Regardless of the general method being employed in a large-scale document review—keyword cull with linear manual review, technology-assisted review (TAR), or some other combination of human and machine analysis—it has become best practice to employ sampling as part of the overall process. Samples provide estimates for the rate of occurrence of variables of interest within a population; in an e-discovery context, such variables might be responsive documents, privileged documents, documents discussing a particular subtopic of interest, etc.
With sampling, a relatively small investment of resources returns a wealth of information that can inform the larger review going forward, provide clarity and confidence about the nature of the document population, and enhance defensibility. Recently, some questions arose from our readership on how best to apply sampling in e-discovery projects in which technology-assisted review (TAR) is used.
What can sampling achieve in TAR?
Sampling is useful for basic knowledge acquisition, allowing a team to learn about the general nature and composition of entire data sets or specific subsets, without requiring exhaustive review. Sampling allows users to gain quantifiable and actionable insights quickly and at a low relative cost. Sampling assists also in prediction of larger outcomes, for example the overall rate of responsiveness, privilege, and/or confidentiality. This provides visibility for project planning and effective resource allocation, and all of these data points can inform certain decisions within a TAR process. Finally, sampling can help ensure the defensibility of TAR-based data volume reduction efforts and document productions by providing vital metrics for both precision (how well the process managed to target only the pertinent data) and recall (how well the process managed to target all the pertinent data).
What do you need to know in order to sample successfully?
It is perhaps counterintuitive, but the sample size required to gain statistically valid feedback about even a large population is fairly small, and does not vary drastically with total population size. However, one factor that will cause some variation in required sample size is the desired confidence level and corresponding confidence interval.
Confidence level is a measure indicating the overall reliability of sample-based estimates. A confidence level of 95, for example, means that if the sampling were performed 100 times, one could expect the observed counts to fall within the given margin of error (or confidence interval—see below) for the estimate 95 times. Typical confidence levels are 95% or 99%. Generally speaking, and with all other factors being equal, the larger your sample, the higher the confidence level.

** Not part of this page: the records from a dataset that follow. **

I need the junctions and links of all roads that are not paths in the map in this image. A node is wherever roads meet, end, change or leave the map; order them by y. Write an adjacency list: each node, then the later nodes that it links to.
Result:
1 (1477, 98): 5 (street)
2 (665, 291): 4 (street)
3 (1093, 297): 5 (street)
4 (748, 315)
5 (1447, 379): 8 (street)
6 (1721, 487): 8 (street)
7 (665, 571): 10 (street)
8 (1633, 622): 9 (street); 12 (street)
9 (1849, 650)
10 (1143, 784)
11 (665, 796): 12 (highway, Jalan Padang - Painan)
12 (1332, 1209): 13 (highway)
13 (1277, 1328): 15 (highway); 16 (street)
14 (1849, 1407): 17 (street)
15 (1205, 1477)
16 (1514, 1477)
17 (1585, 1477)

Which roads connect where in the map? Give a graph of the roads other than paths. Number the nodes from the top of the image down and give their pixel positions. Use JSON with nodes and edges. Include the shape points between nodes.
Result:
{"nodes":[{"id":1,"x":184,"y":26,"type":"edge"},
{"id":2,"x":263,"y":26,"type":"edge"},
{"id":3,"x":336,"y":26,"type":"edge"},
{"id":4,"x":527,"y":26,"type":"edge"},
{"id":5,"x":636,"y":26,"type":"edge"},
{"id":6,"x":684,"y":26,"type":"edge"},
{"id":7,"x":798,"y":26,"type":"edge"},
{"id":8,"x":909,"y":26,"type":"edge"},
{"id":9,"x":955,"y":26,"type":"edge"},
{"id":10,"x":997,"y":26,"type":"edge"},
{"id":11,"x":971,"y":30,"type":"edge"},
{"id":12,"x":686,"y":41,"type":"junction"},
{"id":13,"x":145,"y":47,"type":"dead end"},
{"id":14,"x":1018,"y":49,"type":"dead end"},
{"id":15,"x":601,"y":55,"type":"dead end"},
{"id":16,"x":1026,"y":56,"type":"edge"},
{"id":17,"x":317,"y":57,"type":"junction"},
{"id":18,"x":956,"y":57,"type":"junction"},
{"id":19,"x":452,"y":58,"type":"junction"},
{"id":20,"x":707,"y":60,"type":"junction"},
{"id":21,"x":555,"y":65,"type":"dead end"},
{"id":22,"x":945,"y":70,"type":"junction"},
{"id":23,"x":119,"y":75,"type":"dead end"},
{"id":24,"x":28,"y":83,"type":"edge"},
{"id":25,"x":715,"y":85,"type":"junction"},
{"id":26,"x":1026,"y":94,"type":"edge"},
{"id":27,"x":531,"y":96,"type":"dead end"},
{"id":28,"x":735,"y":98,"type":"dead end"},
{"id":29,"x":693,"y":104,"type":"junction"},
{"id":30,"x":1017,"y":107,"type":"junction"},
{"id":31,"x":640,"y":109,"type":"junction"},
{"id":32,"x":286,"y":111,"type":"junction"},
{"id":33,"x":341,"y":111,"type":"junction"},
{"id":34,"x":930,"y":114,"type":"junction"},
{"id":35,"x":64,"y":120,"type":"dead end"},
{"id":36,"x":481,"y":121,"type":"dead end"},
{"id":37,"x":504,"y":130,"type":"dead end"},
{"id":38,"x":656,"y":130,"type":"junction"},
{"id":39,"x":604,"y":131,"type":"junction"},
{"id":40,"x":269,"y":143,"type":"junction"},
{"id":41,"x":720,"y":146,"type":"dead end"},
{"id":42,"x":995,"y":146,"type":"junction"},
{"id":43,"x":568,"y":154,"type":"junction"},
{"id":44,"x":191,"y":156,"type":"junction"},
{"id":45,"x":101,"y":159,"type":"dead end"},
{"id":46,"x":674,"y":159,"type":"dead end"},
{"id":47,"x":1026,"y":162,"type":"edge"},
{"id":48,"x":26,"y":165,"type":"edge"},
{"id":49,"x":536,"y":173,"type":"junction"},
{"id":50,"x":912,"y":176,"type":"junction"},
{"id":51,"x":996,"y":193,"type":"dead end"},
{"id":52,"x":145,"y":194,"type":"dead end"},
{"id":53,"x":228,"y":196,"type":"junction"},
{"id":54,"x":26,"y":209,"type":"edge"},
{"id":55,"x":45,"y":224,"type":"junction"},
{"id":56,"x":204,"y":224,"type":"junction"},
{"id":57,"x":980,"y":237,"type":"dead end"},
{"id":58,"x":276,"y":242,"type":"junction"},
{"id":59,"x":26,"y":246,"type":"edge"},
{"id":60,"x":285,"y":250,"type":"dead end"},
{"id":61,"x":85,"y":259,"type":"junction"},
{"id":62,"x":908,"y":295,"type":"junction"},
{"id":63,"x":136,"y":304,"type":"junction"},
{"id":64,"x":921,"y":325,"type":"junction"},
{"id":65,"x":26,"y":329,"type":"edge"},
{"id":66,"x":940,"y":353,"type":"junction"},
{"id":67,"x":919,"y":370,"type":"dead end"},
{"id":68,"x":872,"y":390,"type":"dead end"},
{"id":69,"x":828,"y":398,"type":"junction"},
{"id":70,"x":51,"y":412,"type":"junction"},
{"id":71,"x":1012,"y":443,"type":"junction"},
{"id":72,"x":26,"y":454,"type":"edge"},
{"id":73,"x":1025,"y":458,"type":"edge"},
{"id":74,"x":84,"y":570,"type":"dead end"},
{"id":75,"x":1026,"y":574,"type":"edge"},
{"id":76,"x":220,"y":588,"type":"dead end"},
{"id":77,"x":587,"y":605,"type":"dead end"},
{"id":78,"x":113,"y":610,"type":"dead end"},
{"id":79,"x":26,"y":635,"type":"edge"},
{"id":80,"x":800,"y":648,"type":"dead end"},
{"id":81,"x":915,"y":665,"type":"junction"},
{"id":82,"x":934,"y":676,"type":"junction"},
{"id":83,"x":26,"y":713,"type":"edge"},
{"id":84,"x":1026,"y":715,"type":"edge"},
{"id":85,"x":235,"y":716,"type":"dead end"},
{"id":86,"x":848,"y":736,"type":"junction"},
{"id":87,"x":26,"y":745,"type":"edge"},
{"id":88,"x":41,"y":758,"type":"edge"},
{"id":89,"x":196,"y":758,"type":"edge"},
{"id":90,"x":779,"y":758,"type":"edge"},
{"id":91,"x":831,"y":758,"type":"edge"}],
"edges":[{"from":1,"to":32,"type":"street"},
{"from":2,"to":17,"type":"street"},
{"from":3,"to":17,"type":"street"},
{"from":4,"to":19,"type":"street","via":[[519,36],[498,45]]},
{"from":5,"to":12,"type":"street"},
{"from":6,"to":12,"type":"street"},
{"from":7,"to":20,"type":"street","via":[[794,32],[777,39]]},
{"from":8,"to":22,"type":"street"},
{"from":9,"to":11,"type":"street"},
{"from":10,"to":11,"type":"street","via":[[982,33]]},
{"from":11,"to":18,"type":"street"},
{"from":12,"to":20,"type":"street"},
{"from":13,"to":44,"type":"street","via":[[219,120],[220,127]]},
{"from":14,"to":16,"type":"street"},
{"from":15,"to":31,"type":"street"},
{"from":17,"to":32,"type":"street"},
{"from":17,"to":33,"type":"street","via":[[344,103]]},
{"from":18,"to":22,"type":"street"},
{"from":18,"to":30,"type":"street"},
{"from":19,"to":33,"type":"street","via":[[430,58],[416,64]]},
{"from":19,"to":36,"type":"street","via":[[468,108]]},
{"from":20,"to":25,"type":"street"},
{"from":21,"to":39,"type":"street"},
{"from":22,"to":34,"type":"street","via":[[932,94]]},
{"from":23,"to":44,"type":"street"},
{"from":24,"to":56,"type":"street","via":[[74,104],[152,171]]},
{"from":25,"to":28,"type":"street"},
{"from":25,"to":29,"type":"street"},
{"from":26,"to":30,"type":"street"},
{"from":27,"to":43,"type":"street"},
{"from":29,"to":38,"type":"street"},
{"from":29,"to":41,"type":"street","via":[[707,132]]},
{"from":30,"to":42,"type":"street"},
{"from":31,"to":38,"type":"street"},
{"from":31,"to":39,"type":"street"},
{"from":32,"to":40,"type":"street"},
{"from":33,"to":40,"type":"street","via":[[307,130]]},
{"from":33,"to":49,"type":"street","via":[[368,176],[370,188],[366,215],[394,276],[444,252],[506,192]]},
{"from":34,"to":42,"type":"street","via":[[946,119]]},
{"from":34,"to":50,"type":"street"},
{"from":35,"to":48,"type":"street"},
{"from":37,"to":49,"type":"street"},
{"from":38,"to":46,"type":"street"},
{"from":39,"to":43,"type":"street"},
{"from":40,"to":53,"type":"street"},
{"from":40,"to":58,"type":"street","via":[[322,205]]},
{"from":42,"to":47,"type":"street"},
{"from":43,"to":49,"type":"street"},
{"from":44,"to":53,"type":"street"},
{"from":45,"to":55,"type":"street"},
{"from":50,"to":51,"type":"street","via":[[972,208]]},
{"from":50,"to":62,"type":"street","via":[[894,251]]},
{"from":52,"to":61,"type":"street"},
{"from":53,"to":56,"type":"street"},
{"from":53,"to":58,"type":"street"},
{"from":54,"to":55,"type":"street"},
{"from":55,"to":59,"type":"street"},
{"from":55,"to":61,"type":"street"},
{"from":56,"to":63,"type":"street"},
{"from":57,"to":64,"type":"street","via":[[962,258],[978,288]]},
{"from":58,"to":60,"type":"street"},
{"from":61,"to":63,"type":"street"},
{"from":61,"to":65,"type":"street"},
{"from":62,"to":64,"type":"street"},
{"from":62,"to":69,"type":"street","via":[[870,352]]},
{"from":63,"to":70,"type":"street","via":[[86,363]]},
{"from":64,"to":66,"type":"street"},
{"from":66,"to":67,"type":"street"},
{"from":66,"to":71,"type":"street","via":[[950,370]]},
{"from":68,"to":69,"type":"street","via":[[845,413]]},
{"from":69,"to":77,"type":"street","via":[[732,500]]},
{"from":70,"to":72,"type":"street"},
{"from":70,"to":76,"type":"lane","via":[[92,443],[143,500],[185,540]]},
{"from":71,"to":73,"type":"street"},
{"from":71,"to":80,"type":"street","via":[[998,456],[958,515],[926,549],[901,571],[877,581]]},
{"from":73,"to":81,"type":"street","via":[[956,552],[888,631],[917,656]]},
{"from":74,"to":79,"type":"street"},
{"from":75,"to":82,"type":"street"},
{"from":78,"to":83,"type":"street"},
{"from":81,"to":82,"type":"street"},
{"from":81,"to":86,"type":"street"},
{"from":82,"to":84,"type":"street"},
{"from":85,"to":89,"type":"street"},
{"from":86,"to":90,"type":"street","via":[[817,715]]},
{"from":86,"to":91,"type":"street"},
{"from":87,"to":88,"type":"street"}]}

Confidence interval refers to the degree to which the actual rate of occurrence for the variable of interest may differ from the estimate. For example, a sample may have a rate of responsiveness of 10%, but if the sample size is associated with a confidence interval of +/-1%, the actual rate of responsiveness for the population as a whole can reasonably be expected to be anywhere from 9%-11%. Generally speaking and with all other factors being equal, the larger your sample, the narrower the confidence interval.
No single confidence level/margin of error is appropriate for all situations. Confidence level and interval settings can and should vary according to the goals of sampling, with proportionality and defensibility both playing important roles when making sampling decisions. Culling for responsive review, one application of TAR, should have higher standards, as one needs to be more confident in precision and recall measures. There is less room for variation if there is a legal obligation for attorneys to attest to the adequacy of production. Conversely, if goals are informational-only or for workflow planning and review prioritization, less stringent criteria can safely be adopted.
How can and should sampling be used in combination with TAR?
Sampling can determine the rate of responsiveness in a document collection, helping calculate the likely rates of production for project planning, budgeting, and resource allocation. Responsiveness rates are also key inputs for the calculation of precision and recall metrics, which are crucial for defensibility of results.
The TAR engine should be trained with a small, fully coded representative sample, or “seed set,” pulled from the full review population. This allows the TAR engine to accurately recognize patterns of responsiveness in a population—what responsiveness “looks like” and how often it occurs.
Sampling on subsets of TAR-coded documents as part of a quality control process improves the defensibility of the data reduction and validates the coding results.
Do samples always have to be random?
There are two basic types of sampling methodology commonly used in a TAR context: random and judgmental. The first is a statistical sampling approach that gives each document in the overall collection an equal chance of being chosen for inclusion within a sample. Judgmental sampling, on the other hand, calls upon subjective factors when determining inclusion within a sample—e.g., a judgmental sample might be based on keyword hits or be pulled disproportionately from certain key custodians.
Random samples are essential for the generation of metrics (since one cannot accurately extrapolate out to a larger population based on an uncontrolled skewed input) and should also play a role in training the TAR engine, as noted above, as part of the seed set. A random coded sample should also be set aside (and not used for training) to function as a testing set for evaluation of the TAR engine’s performance.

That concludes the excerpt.